3 Ways to Make Financial Habits Stick
Tips to support healthy financial habits
It can be tough to stick to healthy financial habits. We all fall short at times, yet it’s important to remember that you can always start again. The journey of financial health does not come out of once-in-a-lifetime transformations. James Clear says “All big things come from small beginnings. The seed of every habit is a single, tiny decision.” The great news is we can make some small changes that sprout the seed of financial health.
At Credit Human, we are committed to helping you take those next steps as a financial partner you can count on for whatever life throws your way. Visit your neighborhood Financial Health Centers. where our team can spend time learning more about your financial situation and ways we can help you build the slack you need to thrive.
1. Make paying yourself a priority.Reinforce your intended saving habits by setting up an automatic deposit into your savings account. An automatic transfer puts that money into your savings account every time you get paid, making it easier to meet your savings goals and less tempting to spend that money on something else. Many employers make it easy for their employees to save by offering direct deposit options, where a portion of your paycheck can be put into a savings account every pay period. You can also set up an automatic transfer from your checking account to a long-term savings or investment account. As you work to achieve your savings goals, keep in mind that you can increase the amount you contribute, while ensuring it works for your spending plan. When it comes to healthy habits for managing your finances, paying yourself first is vital for your financial future.

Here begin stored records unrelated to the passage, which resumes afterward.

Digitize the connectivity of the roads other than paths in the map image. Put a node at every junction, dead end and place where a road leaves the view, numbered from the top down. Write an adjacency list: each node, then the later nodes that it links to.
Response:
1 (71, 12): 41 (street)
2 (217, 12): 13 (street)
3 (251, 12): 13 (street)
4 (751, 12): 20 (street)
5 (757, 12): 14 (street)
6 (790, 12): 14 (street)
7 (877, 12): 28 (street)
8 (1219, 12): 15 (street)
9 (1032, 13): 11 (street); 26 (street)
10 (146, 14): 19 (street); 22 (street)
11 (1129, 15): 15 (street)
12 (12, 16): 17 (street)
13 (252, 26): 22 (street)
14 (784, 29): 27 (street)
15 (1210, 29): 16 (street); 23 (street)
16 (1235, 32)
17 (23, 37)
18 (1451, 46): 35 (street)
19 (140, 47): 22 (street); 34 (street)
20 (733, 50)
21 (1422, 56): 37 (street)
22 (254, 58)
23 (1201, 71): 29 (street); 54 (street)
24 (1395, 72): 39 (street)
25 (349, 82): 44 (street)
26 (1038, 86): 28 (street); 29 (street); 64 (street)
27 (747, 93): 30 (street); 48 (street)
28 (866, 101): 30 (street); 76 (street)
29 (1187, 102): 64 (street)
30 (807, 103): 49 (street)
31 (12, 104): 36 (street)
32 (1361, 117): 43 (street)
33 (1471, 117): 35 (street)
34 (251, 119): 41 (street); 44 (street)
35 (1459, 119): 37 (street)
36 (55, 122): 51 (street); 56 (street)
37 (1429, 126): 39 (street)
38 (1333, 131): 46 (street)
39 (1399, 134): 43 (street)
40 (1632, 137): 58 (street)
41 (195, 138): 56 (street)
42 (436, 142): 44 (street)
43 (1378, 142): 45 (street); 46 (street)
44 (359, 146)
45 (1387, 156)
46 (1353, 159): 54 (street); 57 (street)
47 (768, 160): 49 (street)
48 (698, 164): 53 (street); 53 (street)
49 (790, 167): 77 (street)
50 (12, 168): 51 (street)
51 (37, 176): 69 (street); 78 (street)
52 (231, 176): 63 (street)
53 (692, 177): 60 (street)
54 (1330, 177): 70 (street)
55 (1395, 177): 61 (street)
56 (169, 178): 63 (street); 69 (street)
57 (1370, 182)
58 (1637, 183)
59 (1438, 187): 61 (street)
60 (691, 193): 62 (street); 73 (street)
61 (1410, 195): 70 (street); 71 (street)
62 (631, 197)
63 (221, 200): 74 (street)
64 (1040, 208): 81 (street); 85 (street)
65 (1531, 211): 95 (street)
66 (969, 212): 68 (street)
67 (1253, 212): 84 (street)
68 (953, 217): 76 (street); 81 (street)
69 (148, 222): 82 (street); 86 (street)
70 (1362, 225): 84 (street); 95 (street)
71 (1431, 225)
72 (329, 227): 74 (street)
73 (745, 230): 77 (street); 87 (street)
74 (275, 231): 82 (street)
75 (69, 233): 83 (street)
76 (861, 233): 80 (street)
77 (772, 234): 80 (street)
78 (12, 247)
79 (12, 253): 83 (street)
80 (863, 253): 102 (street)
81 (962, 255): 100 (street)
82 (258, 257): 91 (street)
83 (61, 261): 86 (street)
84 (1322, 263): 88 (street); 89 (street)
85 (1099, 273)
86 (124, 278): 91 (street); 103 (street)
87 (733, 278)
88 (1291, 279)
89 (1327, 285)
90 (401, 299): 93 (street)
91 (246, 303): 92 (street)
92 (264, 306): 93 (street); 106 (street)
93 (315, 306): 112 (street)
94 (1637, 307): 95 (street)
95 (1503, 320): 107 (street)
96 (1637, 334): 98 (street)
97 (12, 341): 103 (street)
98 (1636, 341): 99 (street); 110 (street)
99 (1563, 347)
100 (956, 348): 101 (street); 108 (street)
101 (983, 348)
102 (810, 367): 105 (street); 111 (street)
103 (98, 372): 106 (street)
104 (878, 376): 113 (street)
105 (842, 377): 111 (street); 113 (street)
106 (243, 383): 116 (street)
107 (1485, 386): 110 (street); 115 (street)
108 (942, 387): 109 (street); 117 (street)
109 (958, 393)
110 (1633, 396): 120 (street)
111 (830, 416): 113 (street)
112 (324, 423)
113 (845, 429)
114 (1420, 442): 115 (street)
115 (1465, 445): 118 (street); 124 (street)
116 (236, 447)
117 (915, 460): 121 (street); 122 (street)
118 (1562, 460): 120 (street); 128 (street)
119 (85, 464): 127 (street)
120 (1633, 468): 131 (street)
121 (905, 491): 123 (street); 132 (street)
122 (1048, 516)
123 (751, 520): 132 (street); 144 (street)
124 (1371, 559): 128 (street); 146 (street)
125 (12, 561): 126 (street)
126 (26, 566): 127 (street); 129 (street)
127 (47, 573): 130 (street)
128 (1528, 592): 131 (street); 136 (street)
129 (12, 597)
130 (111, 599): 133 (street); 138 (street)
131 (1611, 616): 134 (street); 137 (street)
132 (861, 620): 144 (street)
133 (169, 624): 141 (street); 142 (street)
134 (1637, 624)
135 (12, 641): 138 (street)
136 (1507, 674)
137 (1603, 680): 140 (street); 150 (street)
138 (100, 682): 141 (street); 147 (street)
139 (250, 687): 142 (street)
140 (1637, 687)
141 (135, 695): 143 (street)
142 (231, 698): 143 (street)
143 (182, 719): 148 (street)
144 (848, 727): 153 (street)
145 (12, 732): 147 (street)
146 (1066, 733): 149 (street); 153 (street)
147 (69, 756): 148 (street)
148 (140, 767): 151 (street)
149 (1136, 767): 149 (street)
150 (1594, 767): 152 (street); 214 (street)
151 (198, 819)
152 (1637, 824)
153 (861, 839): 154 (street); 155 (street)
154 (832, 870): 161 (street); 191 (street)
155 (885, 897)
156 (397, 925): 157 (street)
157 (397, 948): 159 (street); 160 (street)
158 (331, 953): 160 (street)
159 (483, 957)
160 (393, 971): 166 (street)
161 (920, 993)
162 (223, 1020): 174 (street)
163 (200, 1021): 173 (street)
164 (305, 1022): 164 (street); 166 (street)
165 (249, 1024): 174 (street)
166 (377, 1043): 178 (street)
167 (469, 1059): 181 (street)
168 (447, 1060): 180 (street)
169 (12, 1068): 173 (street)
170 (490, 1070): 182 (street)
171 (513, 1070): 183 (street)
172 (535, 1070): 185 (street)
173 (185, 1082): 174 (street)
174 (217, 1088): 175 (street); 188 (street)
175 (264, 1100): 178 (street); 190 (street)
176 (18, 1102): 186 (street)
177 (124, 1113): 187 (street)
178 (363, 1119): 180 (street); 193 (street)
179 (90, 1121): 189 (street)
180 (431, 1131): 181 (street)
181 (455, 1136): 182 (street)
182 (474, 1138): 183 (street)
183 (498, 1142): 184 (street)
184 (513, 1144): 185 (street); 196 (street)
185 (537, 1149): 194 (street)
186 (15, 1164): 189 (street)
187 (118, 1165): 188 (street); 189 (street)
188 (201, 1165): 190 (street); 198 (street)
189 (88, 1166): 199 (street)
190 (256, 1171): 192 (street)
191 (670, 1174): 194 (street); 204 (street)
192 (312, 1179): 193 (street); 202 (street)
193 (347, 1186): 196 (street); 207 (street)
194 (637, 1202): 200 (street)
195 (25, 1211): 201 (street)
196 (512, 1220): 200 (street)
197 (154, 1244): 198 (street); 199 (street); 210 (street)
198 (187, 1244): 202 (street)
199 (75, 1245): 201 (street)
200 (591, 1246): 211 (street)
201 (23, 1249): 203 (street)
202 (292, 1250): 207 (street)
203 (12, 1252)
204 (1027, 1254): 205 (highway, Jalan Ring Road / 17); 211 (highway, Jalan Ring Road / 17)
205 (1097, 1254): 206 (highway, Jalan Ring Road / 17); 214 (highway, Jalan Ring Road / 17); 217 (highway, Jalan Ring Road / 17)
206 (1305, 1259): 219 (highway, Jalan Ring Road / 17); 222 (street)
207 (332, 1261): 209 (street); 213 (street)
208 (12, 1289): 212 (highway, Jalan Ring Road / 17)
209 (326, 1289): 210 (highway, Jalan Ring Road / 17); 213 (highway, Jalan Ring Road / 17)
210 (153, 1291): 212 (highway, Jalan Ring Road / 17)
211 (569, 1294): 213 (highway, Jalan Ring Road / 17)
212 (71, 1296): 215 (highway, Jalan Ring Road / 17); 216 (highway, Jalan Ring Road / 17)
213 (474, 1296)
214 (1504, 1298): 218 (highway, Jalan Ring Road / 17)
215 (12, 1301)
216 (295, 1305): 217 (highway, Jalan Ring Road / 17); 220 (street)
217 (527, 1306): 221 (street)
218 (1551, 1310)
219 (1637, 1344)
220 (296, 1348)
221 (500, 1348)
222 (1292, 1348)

2. Save time and avoid late fees by setting up auto-pay for your bills.Another way to support healthy financial habits is to set up auto-payments for your bills. If you have recurring bills that you plan for every month (like a cellphone bill or a monthly loan payment) you can use auto-pay to make sure those bills are always paid on time. If you have the option to choose your payment dates, set them up shortly after your paycheck is deposited into your checking account. With savings and bills withdrawn early in the pay period, you’ll have a better sense of what’s available for other spending. An added benefit: you’ll avoid late fees.
3. Plan ahead and maximize your tax benefits by signing up for automatic contributions to a retirement account.If your employer offers a retirement plan, such as a 401(k) or 403(b), sign up to have your contributions automatically deducted from your paycheck. These plans place a portion of your pre-tax income into a retirement account, giving you a lower taxable income during your working years, and growing your long-term savings to provide you income during your retirement. If you don’t have access to a retirement account through your employer, you can make automatic contributions into an IRA account instead. Automatically depositing part of your paycheck into a retirement account means that money never lands in your checking account, so you won’t be tempted to use it elsewhere.